**Data**

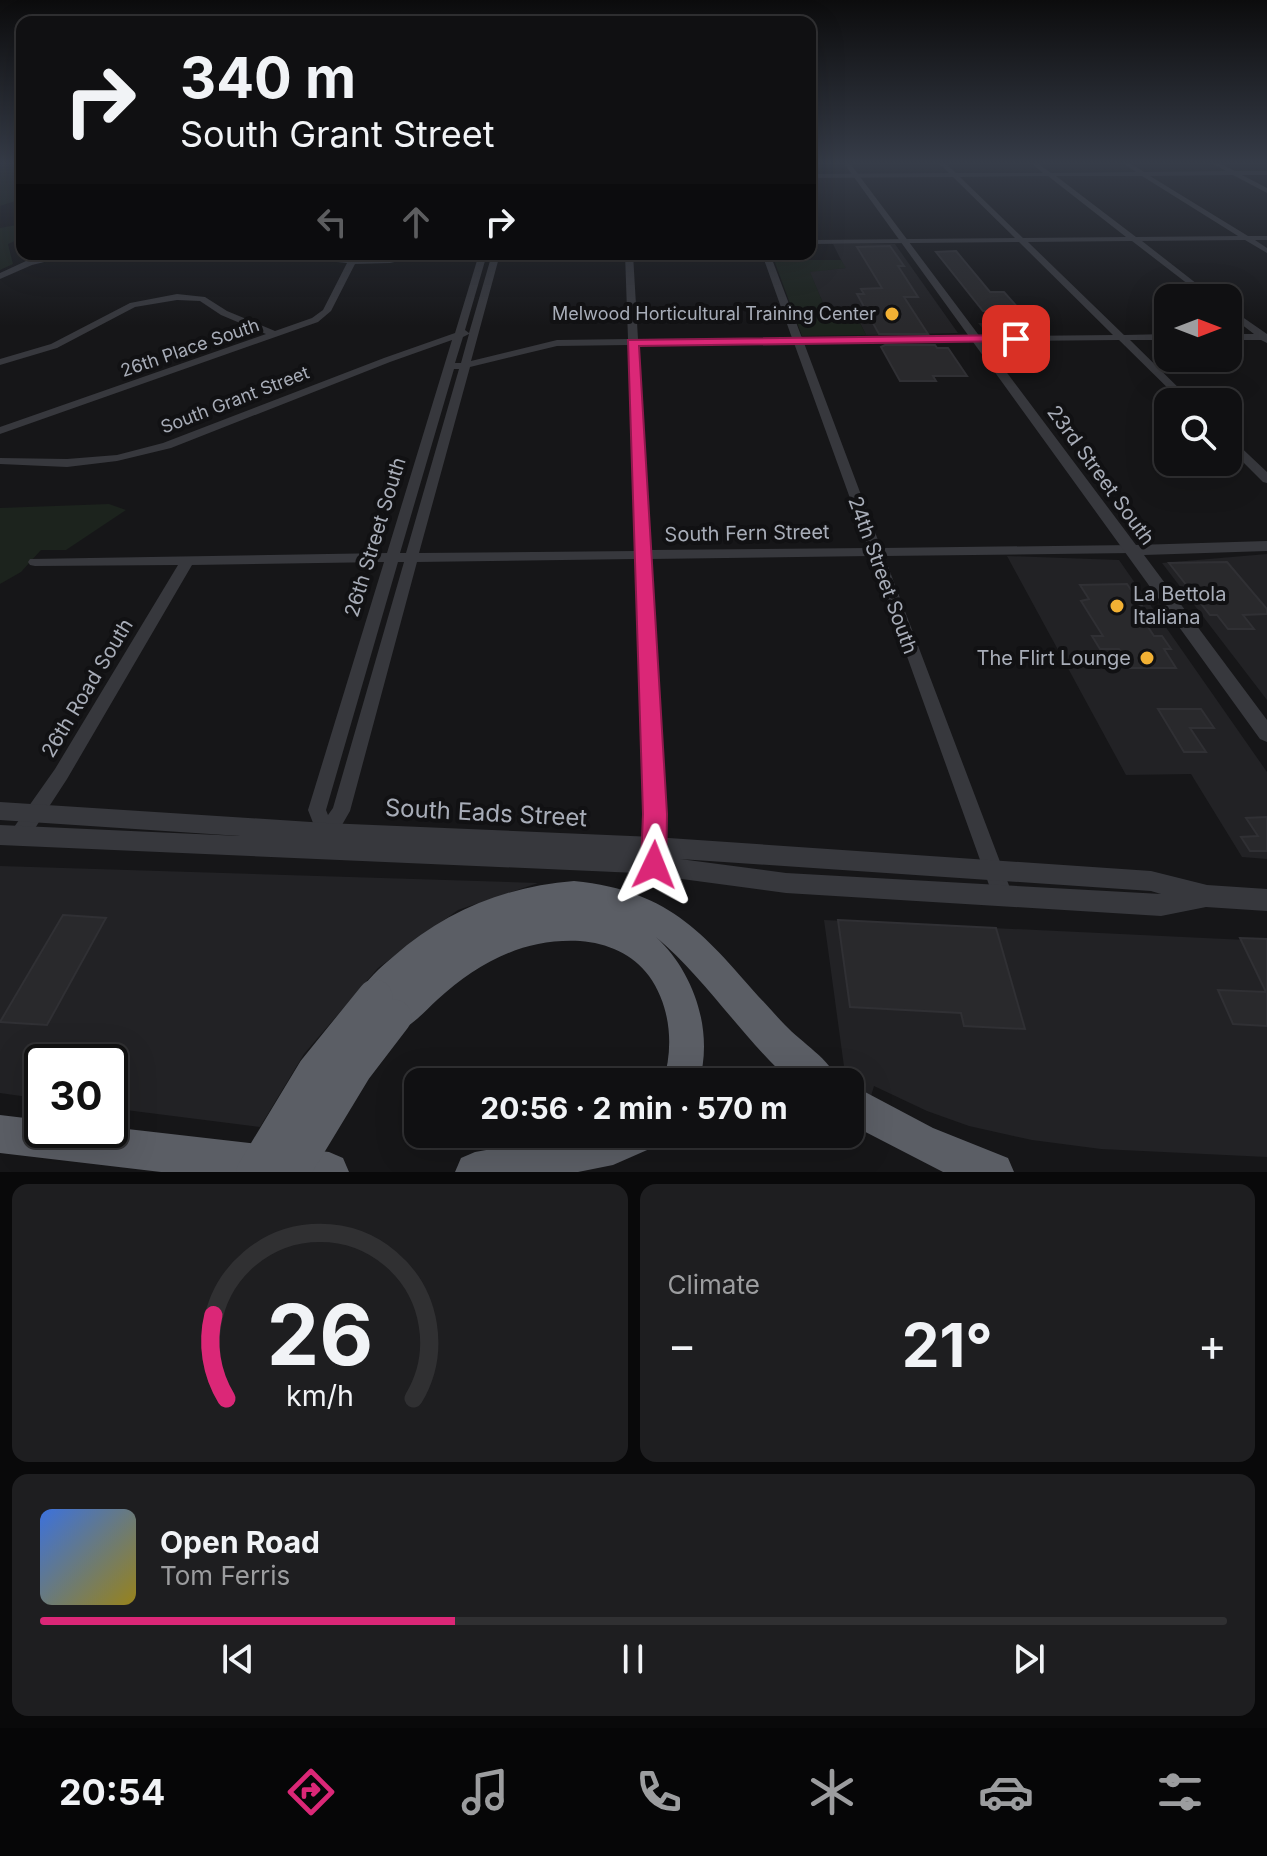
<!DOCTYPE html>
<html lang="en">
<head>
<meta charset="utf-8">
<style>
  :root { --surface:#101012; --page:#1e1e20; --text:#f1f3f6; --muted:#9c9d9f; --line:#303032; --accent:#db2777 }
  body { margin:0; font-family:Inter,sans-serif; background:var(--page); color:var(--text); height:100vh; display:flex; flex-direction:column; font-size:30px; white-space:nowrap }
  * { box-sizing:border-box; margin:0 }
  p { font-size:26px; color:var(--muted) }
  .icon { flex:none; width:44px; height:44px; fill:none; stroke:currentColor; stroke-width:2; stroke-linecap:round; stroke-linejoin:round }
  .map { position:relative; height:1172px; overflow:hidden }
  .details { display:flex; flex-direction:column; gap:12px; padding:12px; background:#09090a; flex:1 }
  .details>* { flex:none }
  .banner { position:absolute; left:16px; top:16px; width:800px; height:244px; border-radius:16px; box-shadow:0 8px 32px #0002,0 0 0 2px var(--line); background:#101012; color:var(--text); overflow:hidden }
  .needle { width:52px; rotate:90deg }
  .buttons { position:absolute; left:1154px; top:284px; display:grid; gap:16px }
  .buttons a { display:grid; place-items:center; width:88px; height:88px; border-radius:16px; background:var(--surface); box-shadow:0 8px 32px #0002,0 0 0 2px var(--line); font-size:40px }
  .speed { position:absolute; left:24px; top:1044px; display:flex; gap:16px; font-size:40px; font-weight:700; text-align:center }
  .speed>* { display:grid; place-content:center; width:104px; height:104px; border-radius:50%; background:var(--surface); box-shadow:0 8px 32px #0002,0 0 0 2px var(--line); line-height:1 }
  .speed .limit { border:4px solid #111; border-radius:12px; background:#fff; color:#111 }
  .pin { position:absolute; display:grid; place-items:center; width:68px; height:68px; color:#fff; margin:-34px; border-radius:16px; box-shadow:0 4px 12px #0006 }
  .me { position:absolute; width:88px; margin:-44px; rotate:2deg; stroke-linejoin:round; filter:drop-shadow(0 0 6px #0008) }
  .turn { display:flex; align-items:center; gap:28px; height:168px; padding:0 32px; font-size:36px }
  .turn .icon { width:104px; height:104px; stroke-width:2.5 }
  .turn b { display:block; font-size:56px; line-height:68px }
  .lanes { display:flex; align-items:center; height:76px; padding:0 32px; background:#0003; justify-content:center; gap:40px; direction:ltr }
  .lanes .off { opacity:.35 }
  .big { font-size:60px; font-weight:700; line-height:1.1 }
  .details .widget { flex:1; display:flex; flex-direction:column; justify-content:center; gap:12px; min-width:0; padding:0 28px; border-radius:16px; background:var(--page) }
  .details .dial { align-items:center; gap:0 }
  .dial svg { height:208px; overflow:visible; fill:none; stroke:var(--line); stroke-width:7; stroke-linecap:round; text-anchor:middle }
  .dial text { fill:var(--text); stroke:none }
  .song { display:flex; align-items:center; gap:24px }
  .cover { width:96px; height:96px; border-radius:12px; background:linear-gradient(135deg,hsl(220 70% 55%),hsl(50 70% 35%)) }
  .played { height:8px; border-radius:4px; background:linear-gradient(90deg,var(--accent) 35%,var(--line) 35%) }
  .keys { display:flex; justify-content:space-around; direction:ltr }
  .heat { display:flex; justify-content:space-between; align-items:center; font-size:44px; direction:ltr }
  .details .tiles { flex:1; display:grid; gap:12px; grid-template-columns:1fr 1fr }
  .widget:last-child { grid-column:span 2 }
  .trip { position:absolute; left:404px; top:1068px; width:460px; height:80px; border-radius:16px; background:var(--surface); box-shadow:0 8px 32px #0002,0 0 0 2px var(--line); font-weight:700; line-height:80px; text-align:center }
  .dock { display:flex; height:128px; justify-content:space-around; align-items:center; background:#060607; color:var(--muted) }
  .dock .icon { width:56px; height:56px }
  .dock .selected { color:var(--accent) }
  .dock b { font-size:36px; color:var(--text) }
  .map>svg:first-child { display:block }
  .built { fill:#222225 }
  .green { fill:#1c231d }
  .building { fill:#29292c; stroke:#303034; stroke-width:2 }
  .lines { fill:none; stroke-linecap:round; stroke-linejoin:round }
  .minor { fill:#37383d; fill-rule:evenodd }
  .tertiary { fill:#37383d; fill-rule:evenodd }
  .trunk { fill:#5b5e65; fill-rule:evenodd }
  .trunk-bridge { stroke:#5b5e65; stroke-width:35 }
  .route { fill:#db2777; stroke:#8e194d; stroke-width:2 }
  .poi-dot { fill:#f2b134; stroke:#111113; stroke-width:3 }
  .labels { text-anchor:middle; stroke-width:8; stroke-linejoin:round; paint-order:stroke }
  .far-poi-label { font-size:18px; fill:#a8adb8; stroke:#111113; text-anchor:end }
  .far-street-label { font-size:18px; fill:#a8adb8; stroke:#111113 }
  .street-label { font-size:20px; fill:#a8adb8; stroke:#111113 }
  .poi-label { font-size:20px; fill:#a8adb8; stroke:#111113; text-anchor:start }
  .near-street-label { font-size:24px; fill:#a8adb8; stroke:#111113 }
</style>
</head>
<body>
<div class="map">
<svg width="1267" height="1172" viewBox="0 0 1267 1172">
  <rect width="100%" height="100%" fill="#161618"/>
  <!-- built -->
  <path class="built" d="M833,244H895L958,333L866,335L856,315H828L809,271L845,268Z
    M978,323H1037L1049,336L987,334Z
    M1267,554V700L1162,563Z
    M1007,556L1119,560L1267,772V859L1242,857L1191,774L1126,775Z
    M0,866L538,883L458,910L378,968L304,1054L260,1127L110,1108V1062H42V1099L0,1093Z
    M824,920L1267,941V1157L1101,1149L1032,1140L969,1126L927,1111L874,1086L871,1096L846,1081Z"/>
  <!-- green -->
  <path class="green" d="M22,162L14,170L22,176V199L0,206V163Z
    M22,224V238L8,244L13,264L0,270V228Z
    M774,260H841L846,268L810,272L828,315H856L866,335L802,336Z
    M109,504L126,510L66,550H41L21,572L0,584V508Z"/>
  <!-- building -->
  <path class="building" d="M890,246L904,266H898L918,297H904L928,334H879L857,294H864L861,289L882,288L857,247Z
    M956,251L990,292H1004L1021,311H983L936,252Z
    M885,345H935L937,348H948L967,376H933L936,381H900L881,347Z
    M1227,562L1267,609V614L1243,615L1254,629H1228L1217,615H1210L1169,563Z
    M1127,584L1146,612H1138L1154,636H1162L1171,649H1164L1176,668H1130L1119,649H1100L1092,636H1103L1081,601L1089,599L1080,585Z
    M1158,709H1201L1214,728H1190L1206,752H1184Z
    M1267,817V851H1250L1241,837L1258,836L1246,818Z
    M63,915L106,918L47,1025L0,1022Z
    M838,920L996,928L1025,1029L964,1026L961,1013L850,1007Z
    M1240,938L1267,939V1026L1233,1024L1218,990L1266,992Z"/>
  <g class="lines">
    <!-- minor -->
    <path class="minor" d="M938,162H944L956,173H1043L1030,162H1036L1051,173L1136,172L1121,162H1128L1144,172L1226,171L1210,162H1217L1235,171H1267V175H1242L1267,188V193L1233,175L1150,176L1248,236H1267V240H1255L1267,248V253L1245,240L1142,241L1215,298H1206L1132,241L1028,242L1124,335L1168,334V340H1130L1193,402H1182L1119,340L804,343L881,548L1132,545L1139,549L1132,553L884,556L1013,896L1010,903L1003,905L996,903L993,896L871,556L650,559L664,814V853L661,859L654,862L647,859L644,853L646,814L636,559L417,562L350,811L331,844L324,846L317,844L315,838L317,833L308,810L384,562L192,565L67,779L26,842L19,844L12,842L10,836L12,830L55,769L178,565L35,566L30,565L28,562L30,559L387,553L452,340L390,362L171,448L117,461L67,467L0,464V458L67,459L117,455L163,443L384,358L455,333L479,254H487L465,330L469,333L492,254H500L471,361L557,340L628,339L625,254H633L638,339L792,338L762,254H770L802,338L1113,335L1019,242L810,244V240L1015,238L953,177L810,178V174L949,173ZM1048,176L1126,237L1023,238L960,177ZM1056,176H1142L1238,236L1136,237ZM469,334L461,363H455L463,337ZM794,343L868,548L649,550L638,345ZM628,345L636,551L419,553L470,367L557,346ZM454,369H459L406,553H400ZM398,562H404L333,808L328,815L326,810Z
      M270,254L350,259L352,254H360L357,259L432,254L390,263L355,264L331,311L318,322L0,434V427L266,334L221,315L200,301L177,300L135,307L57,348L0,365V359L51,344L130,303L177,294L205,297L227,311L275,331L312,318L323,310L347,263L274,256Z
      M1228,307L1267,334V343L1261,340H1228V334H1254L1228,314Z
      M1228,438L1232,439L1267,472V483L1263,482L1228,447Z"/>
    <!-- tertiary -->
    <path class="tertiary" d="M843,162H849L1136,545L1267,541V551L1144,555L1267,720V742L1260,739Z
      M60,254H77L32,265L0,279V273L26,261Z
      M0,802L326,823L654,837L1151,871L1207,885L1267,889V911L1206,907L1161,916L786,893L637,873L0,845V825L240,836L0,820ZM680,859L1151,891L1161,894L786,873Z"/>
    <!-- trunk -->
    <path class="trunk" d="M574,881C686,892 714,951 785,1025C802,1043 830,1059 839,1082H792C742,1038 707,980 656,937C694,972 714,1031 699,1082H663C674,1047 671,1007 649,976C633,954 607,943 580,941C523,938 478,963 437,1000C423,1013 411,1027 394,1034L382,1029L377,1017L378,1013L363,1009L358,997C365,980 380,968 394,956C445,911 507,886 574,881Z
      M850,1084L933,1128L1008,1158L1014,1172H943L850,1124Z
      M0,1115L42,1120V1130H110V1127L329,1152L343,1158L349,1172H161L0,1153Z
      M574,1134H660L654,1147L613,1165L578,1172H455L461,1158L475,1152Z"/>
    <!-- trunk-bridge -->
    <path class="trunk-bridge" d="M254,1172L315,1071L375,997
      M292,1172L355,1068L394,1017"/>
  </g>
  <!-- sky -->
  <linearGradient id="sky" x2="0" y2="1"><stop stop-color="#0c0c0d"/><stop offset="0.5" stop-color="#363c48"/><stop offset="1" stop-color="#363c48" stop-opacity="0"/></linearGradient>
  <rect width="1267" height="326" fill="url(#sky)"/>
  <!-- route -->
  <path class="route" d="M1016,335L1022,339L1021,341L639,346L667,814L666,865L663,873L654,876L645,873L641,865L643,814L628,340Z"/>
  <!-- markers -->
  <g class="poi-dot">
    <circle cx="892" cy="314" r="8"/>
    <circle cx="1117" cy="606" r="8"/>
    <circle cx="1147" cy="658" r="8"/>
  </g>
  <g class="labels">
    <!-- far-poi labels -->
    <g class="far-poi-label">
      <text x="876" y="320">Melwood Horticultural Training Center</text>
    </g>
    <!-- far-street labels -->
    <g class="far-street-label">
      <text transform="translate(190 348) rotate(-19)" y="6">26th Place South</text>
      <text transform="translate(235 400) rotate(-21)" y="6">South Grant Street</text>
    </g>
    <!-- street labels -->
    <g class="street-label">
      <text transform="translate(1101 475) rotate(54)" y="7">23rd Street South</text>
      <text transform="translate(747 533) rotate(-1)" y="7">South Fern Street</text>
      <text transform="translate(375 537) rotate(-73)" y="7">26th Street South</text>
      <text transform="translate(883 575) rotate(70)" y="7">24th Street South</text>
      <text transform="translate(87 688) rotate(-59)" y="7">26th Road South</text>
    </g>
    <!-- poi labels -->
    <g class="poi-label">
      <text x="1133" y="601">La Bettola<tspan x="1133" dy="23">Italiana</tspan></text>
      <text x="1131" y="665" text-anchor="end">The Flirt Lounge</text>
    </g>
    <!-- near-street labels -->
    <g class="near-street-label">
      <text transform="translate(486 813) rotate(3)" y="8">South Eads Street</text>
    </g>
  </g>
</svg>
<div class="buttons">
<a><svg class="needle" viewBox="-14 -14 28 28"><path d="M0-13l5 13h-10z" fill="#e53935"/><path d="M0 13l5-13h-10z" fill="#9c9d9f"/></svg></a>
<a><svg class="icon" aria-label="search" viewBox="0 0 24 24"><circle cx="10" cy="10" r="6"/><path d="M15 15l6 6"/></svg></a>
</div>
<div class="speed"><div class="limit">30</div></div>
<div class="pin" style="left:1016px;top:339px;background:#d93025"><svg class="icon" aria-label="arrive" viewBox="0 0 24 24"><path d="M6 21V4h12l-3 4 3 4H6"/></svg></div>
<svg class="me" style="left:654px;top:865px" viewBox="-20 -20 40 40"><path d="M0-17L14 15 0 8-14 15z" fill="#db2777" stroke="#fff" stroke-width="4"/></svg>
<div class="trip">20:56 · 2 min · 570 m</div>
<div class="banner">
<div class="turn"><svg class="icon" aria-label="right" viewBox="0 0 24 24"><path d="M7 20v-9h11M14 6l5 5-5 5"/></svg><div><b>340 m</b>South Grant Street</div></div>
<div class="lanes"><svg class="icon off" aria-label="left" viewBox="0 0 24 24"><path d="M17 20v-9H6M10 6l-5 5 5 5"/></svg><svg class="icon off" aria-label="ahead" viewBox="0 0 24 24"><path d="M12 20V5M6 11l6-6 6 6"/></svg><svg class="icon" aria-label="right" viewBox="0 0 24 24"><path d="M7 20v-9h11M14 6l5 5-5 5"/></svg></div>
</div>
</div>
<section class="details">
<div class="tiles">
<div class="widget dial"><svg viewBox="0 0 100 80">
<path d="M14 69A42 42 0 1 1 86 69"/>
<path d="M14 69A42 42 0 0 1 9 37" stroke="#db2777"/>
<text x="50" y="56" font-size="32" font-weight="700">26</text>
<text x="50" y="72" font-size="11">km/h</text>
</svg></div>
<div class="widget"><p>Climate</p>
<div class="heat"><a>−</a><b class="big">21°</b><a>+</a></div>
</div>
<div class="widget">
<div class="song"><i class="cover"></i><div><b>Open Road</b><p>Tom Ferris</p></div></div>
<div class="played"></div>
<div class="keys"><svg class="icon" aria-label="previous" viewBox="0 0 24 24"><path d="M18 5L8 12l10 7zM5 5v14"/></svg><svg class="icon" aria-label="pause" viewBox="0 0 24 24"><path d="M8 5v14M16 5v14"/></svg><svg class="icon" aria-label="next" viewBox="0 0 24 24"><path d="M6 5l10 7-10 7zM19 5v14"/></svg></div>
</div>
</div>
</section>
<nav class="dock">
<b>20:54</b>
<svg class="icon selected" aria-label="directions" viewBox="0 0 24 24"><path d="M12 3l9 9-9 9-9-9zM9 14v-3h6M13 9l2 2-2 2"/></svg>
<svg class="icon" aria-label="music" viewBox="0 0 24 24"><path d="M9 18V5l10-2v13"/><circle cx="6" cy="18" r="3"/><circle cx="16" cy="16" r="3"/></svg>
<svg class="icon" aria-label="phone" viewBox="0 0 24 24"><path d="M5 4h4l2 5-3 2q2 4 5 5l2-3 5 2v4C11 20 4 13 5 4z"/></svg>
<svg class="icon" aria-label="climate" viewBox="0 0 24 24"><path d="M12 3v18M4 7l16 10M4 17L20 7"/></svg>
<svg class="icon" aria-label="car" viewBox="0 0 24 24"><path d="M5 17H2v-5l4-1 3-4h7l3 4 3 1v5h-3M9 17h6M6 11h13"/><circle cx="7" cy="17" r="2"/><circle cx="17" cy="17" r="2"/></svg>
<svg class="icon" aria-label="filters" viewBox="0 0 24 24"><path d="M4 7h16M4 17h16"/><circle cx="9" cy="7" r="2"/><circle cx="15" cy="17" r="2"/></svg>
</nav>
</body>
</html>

**Instructions to follow**
Find how many lines of the listing include the word "heat", and state that number by itself.

**Response to this task**
2